La nouvelle organisation du travail est une séparation entre différentes fonctions qui, pour certaines n’existaient pas et qui, pour d’autres, étaient auparavant centralisées. À l’AN, le process commence avec la réception et le tri du courrier, puis la mise en lots et la numérisation de ces lots. Ensuite vient la phase d’indexation ou référencement de ces courriers numérisés à partir d’une grille d’indexation. L’acheminement électronique de ces courriers se fait, au final, directement sur les postes informatiques individuels des agents, dans les services, afin de procéder à leur traitement.

En outre, la mise en place de ce système s’est accompagnée de l’installation d’un autre système dit de « work-flow procédural ». Ce dernier système débute au moment de l’indexation quand un code est attribué au courrier. Ce code attache à la numérisation du dossier des procédures que le salarié qui traitera le dossier devra absolument suivre et des temps alloués à chacun de ces traitements. Il s’agit donc d’un processus très contrôlé en termes de process et de temps.

Pour ce faire, les services ont été réorganisés en unités organisationnelles qui sont dédiées à un type de traitement. Ceci s’est accompagné d’une baisse de la polyvalence qui était en place car, dorénavant, le personnel est sélectionné, lors des mobilités ou des recrutements, pour des tâches considérées comme des tâches élémentaires peu qualifiées ou, en tous cas, moins qualifiées qu’auparavant. En conséquence, les courriers qui sont directement acheminés vers les boîtes mails des salariés ont amené une perte de visibilité globale de l’état des stocks pour les managers et des difficultés à gérer ces stocks, ce qui explique, pour partie, les retards de traitement importants.

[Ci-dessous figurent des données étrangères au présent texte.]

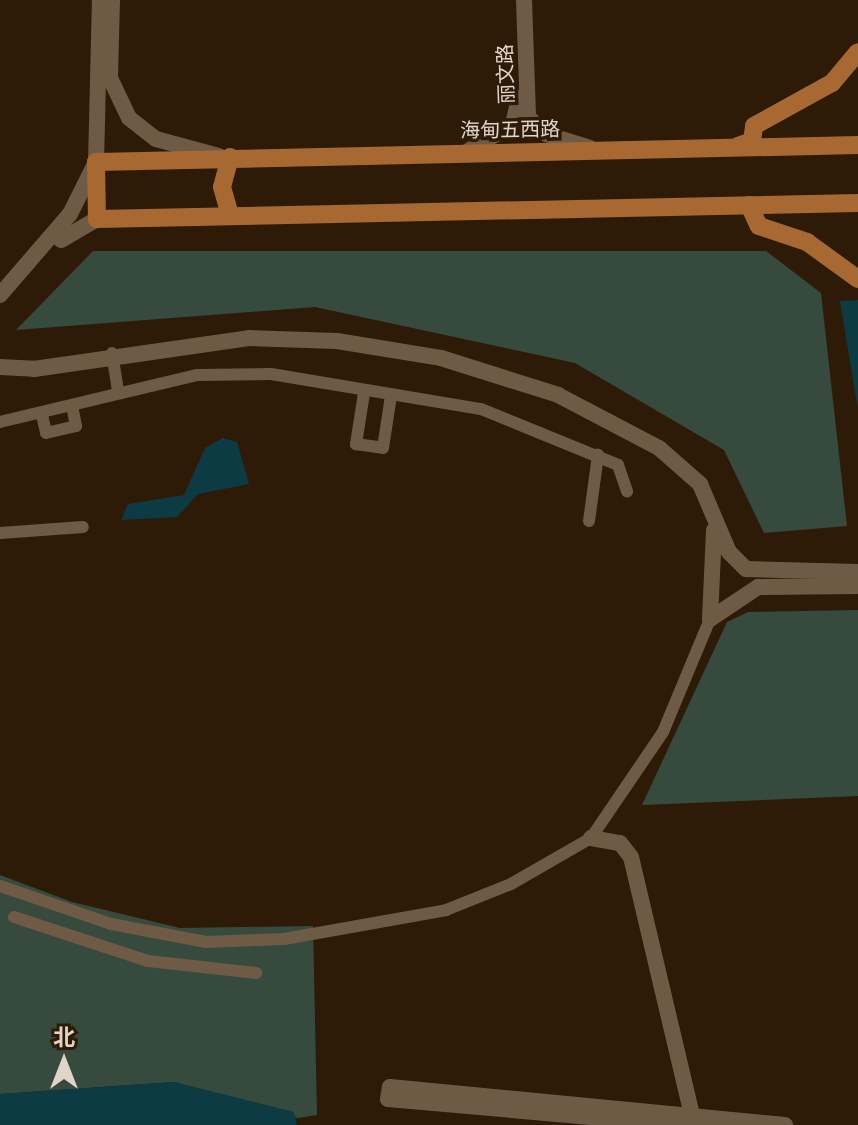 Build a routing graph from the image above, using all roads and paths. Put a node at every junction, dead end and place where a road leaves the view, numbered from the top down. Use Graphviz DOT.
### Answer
graph roads {
  1 [pos="100,0"];
  2 [pos="112,0"];
  3 [pos="521,0"];
  4 [pos="103,51"];
  5 [pos="858,52"];
  6 [pos="858,145"];
  7 [pos="738,146"];
  8 [pos="596,149"];
  9 [pos="467,152"];
  10 [pos="227,157"];
  11 [pos="96,162"];
  12 [pos="858,203"];
  13 [pos="749,205"];
  14 [pos="222,215"];
  15 [pos="97,219"];
  16 [pos="858,279"];
  17 [pos="0,295"];
  18 [pos="0,311"];
  19 [pos="112,356"];
  20 [pos="0,367"];
  21 [pos="0,378"];
  22 [pos="118,391"];
  23 [pos="364,393"];
  24 [pos="391,396"];
  25 [pos="72,406"];
  26 [pos="42,415"];
  27 [pos="0,422"];
  28 [pos="598,455"];
  29 [pos="627,491"];
  30 [pos="589,521"];
  31 [pos="83,527"];
  32 [pos="0,533"];
  33 [pos="858,572"];
  34 [pos="858,586"];
  35 [pos="710,619"];
  36 [pos="591,838"];
  37 [pos="0,886"];
  38 [pos="66,911"];
  39 [pos="14,917"];
  40 [pos="57,934"];
  41 [pos="206,942"];
  42 [pos="203,970"];
  43 [pos="256,973"];
  44 [pos="688,1120"];
  45 [pos="785,1125"];
  1 -- 4 [label="street"];
  2 -- 4 [label="street"];
  3 -- 8 [label="street, 丽文路"];
  3 -- 9 [label="street, 丽文路"];
  4 -- 10 [label="street"];
  4 -- 11 [label="street"];
  5 -- 7 [label="main road"];
  6 -- 7 [label="main road, 海甸五西路"];
  7 -- 8 [label="main road, 海甸五西路"];
  8 -- 9 [label="main road, 海甸五西路"];
  9 -- 10 [label="main road, 海甸五西路"];
  10 -- 11 [label="main road, 海甸五西路"];
  10 -- 14 [label="main road"];
  11 -- 15 [label="main road"];
  11 -- 17 [label="street"];
  12 -- 13 [label="main road"];
  13 -- 14 [label="main road"];
  13 -- 16 [label="main road"];
  14 -- 15 [label="main road"];
  15 -- 18 [label="street"];
  19 -- 20 [label="street"];
  19 -- 21 [label="street"];
  19 -- 22 [label="street"];
  19 -- 33 [label="street"];
  19 -- 35 [label="street"];
  22 -- 23 [label="street"];
  22 -- 25 [label="street"];
  23 -- 24 [label="street"];
  23 -- 24 [label="street"];
  24 -- 28 [label="street"];
  25 -- 26 [label="street"];
  25 -- 26 [label="street"];
  26 -- 27 [label="street"];
  28 -- 29 [label="street"];
  28 -- 30 [label="street"];
  31 -- 32 [label="street"];
  34 -- 35 [label="street"];
  35 -- 36 [label="street"];
  36 -- 41 [label="street"];
  36 -- 44 [label="street"];
  37 -- 38 [label="street"];
  38 -- 40 [label="street"];
  38 -- 41 [label="street"];
  39 -- 40 [label="street"];
  40 -- 42 [label="street"];
  41 -- 42 [label="street"];
  42 -- 43 [label="street"];
  44 -- 44 [label="street"];
  44 -- 45 [label="street"];
}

De plus, dans cette nouvelle organisation, il n’y a absolument aucun lien ou échange entre les unités, par exemple, lorsqu’un document a mal été scanné. On remarque que les régulations entre agents et avec la hiérarchie sont beaucoup plus difficiles, qu’elles soient dues aux aléas des dossiers ou à un manque de personnel dans un service. De ce fait, les retards à l’AN se sont accumulés et les erreurs sont très fréquentes. Les retours de dossiers prennent encore plus de temps car il est alors nécessaire de récupérer les pièces archivées (sur place ou pas selon la date d’arrivée du dossier). De plus pour désengorger l’AN, des

« opérations commando » sont organisées par la direction : des membres de la direction viennent ouvrir et trier le courrier, sans le numériser, et utilisent les temps effectués pour définir les objectifs. Or, le travail de numérisation est plus complexe et donc plus long. À propos de la PTS

À la PTS, qui ne gère que des appels entrants de clients, le diagnostic est en partie différent mais pas totalement. Il est différent car il y a peu de dossiers qui reviennent des autres services. La charge de travail des téléconseillers est relativement élevée, ils n’arrivent pas à traiter tous les appels entrants et il y a une augmentation des appels tendus avec des clients qui sont en attente de réponse pour des dossiers bloqués dans les services. En plus de cette charge, s’y ajoute une autre relative à une part d’activité empêchée liée à des règles de travail rigides. C’est sur ce dernier point que le diagnostic est assez similaire avec celui de l’AN. En effet, le manque de marges de manœuvre des agents et agents de maitrise entraîne peu de régulations entre la PTS et les autres services pour essayer d’améliorer le fonctionnement. Nous reviendrons dessus plus loin.